*What you are asked to do*.
Go line by line through the data below, counting each one that has "Ampel", and give the final count only.

Extracted records
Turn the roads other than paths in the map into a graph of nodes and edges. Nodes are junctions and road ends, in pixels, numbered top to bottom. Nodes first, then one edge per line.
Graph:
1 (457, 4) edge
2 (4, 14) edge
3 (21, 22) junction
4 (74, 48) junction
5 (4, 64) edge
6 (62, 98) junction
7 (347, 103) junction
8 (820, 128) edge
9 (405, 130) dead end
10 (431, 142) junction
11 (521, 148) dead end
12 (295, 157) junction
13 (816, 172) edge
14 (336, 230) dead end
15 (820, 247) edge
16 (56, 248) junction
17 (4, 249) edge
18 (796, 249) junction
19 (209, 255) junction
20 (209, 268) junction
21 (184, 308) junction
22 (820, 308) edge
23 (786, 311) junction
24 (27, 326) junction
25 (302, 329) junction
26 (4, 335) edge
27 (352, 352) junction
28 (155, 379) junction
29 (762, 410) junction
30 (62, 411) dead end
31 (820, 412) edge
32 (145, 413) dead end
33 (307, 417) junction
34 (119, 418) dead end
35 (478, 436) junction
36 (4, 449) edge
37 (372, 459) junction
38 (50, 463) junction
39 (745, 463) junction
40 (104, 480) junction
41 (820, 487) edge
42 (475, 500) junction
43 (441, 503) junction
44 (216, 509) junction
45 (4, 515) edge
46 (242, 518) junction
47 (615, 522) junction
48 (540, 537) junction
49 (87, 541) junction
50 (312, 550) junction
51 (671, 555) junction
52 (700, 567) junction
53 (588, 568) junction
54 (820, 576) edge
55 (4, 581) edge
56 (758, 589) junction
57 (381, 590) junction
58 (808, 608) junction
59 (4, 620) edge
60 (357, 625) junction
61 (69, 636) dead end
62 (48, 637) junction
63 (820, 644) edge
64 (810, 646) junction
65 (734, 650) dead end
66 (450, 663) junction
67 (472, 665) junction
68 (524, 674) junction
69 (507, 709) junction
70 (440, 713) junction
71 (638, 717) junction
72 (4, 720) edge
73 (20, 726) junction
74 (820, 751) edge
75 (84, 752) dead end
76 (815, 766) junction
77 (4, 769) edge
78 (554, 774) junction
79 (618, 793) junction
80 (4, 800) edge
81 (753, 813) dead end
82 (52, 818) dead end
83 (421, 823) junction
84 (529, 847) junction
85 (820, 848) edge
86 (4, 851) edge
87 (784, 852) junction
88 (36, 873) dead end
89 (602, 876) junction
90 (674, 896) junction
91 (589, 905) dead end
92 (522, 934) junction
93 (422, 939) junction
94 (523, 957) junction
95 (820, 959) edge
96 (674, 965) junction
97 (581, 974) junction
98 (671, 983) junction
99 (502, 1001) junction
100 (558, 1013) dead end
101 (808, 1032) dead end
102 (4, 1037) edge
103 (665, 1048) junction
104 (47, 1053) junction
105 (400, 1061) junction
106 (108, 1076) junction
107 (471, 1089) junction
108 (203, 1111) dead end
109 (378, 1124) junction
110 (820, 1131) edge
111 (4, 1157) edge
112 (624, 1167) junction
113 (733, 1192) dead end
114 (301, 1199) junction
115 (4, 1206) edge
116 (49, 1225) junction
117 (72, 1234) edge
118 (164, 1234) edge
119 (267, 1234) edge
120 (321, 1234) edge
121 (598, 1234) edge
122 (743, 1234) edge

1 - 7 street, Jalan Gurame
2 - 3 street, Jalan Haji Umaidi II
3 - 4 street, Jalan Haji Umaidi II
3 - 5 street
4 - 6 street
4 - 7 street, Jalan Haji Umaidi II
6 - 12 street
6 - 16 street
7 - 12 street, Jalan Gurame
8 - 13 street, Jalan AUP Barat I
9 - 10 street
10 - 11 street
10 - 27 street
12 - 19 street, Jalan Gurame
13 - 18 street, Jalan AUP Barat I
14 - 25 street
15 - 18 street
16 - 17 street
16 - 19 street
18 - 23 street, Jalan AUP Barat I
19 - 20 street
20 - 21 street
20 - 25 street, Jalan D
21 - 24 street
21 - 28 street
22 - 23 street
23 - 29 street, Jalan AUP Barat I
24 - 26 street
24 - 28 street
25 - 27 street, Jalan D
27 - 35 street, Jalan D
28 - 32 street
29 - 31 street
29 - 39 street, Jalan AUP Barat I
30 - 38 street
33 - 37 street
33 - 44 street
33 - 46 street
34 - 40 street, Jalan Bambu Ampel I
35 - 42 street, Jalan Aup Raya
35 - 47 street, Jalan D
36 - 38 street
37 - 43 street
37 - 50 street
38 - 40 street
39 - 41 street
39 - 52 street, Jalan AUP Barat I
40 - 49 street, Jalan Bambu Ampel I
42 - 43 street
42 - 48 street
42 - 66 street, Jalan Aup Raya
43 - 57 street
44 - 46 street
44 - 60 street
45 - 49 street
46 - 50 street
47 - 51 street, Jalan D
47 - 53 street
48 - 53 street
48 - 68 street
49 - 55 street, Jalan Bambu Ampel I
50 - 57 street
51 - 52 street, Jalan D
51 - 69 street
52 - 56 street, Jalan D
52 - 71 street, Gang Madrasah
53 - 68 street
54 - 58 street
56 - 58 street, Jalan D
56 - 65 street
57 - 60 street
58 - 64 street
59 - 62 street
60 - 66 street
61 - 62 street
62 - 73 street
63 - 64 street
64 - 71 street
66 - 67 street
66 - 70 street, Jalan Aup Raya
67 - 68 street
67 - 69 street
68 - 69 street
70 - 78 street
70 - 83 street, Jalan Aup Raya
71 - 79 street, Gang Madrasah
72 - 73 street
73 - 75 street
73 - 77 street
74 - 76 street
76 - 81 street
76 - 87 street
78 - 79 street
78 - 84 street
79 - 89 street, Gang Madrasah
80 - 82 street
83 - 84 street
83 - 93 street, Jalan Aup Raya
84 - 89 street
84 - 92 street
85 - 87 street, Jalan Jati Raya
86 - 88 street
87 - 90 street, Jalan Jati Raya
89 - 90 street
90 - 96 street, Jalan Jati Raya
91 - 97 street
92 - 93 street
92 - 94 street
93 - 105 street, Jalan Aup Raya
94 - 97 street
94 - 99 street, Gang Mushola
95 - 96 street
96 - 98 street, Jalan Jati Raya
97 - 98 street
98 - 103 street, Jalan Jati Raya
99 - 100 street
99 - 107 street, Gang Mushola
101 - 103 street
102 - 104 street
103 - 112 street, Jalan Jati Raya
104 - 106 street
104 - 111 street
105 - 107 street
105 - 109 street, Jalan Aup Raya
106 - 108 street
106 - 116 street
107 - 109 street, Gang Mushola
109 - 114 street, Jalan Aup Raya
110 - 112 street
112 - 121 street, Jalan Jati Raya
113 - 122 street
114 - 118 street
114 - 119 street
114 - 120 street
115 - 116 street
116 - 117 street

*Task output*.
3